The Tribunal Benches across India have held that the NIDB data alone cannot be the basis for rejection of the transaction value. There is a reference to under-valuation way back in 2000, no specific reference to the appellant’s case, no reference ever made to the price being at arm’s length, nor is there any allegation that the transaction was between related parties. In the case on hand, the Revenue has not alleged anything other than relying on NIDB data.
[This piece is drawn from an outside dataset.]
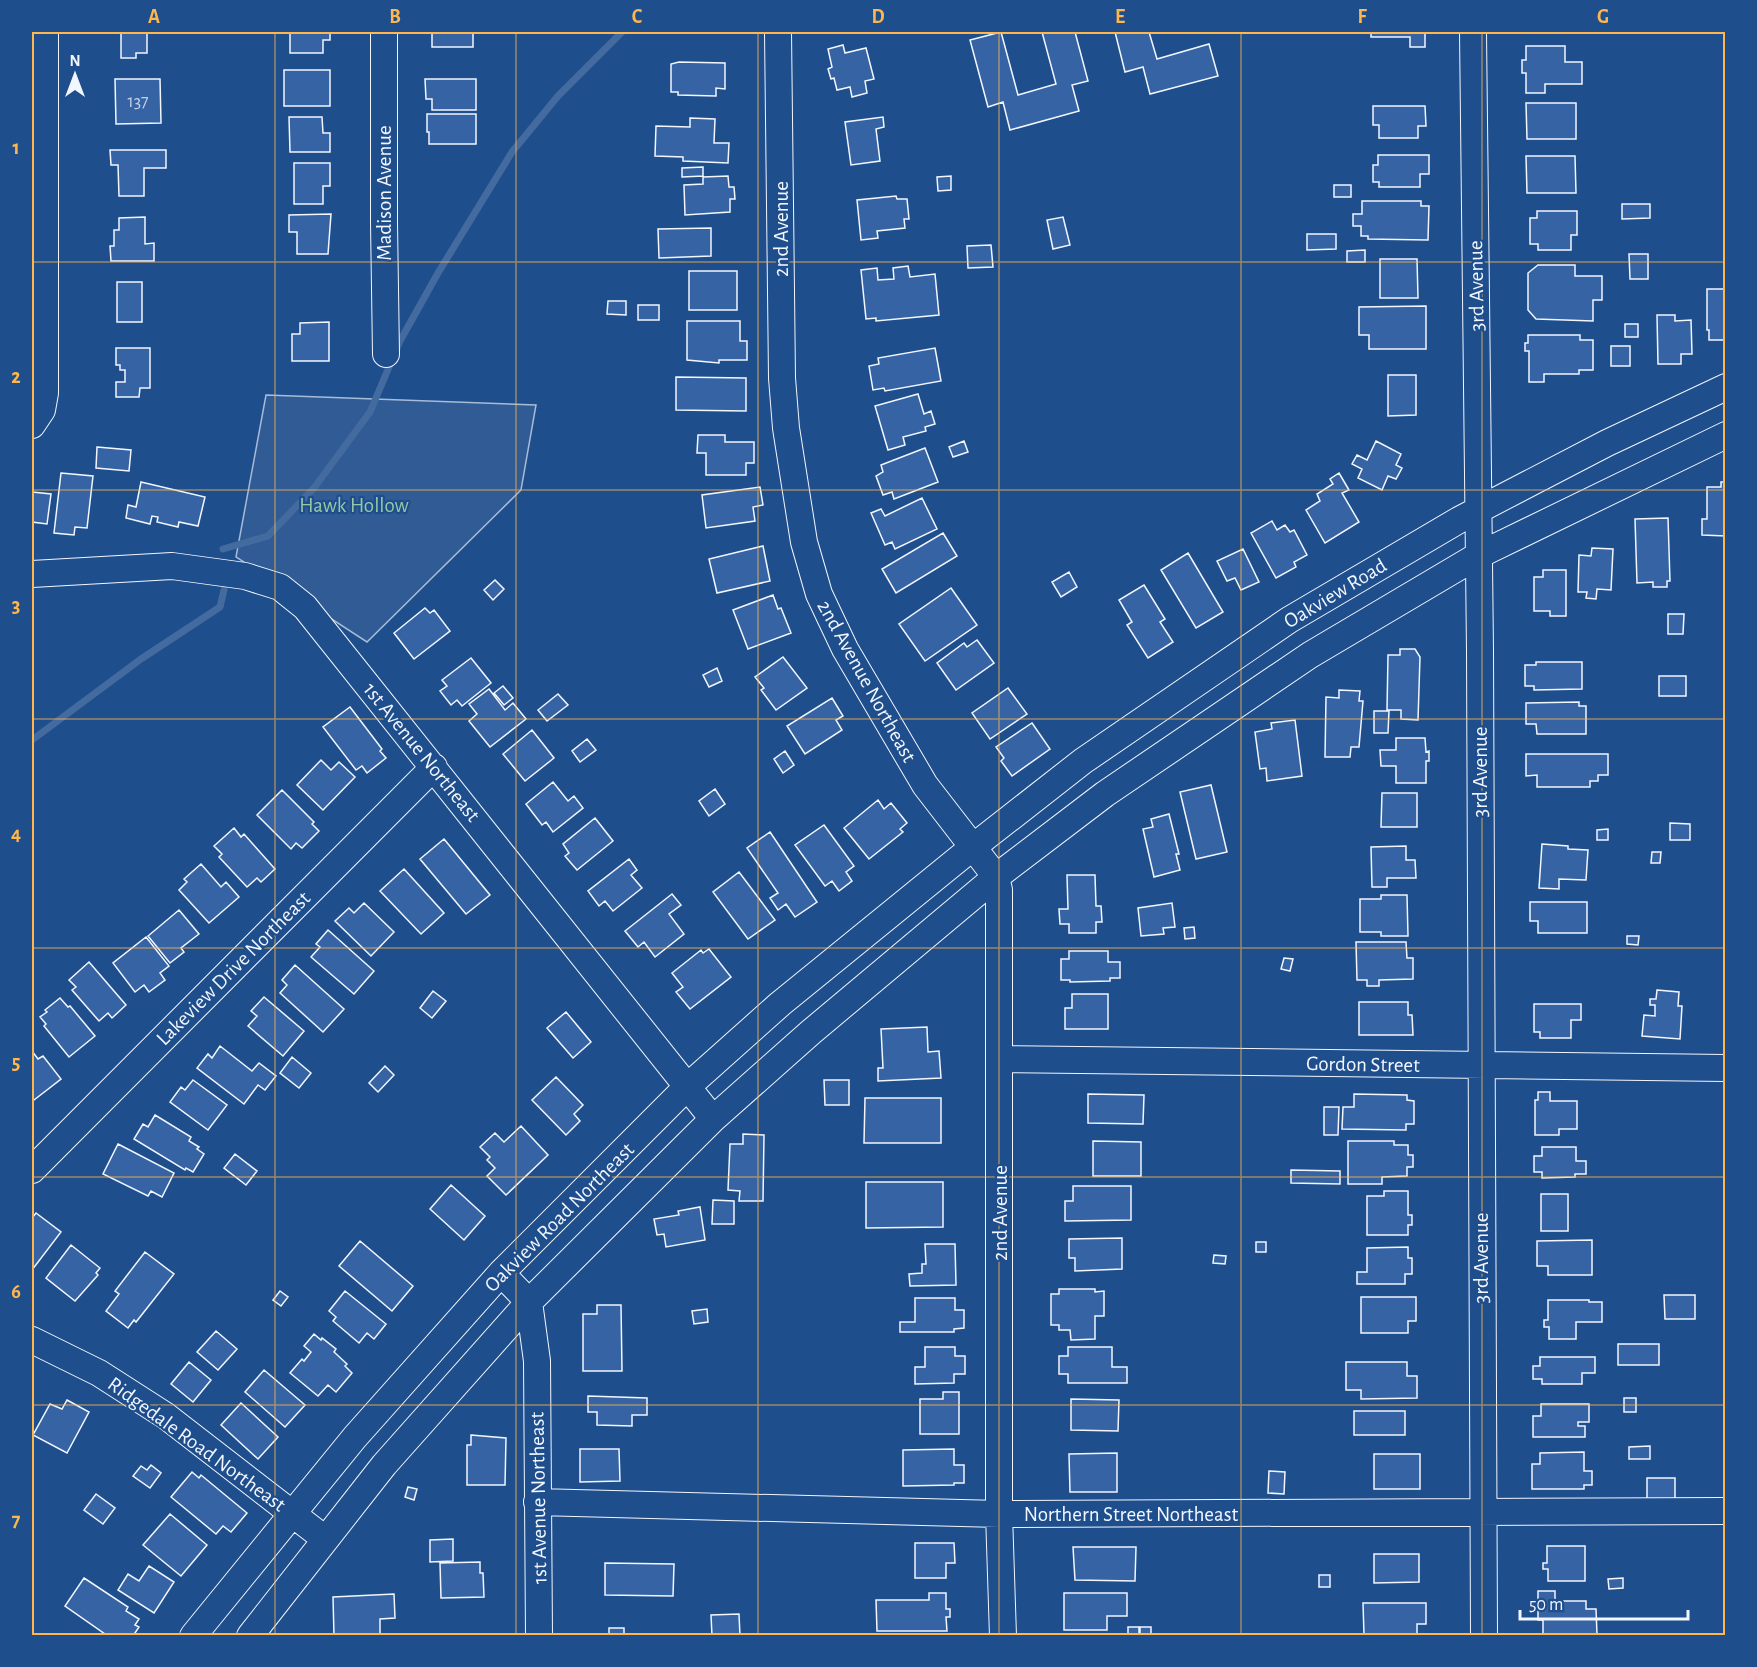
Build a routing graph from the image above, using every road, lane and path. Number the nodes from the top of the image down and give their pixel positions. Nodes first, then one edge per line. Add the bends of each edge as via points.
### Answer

The Revenue has to first establish that the goods imported and contemporaneous goods are identical in the first place before proceeding further, which exercise has not at all been done by the Revenue in the case on hand - The Hon’ble Apex Court in its latest judgement in the case of COMMISSIONER OF CUSTOMS (IMPORTS) , MUMBAI VERSUS M/S GANPATI OVERSEAS THROUGH ITS PROPRIETOR SHRI YASHPAL SHARMA & ANR. [2023 (10) TMI 364 - SUPREME COURT] has held that the legal position is that transaction value can be rejected if the invoice price is not found to be correct but it is for the Department to prove that the invoice price is not correct.
The under-valuation attempted by the Revenue does not persuade to approve the same in any manner - the re-valuation cannot be accepted that came to be upheld in the impugned Order-in-Appeal as well, for which reason the impugned order is set aside.
Appeal allowed.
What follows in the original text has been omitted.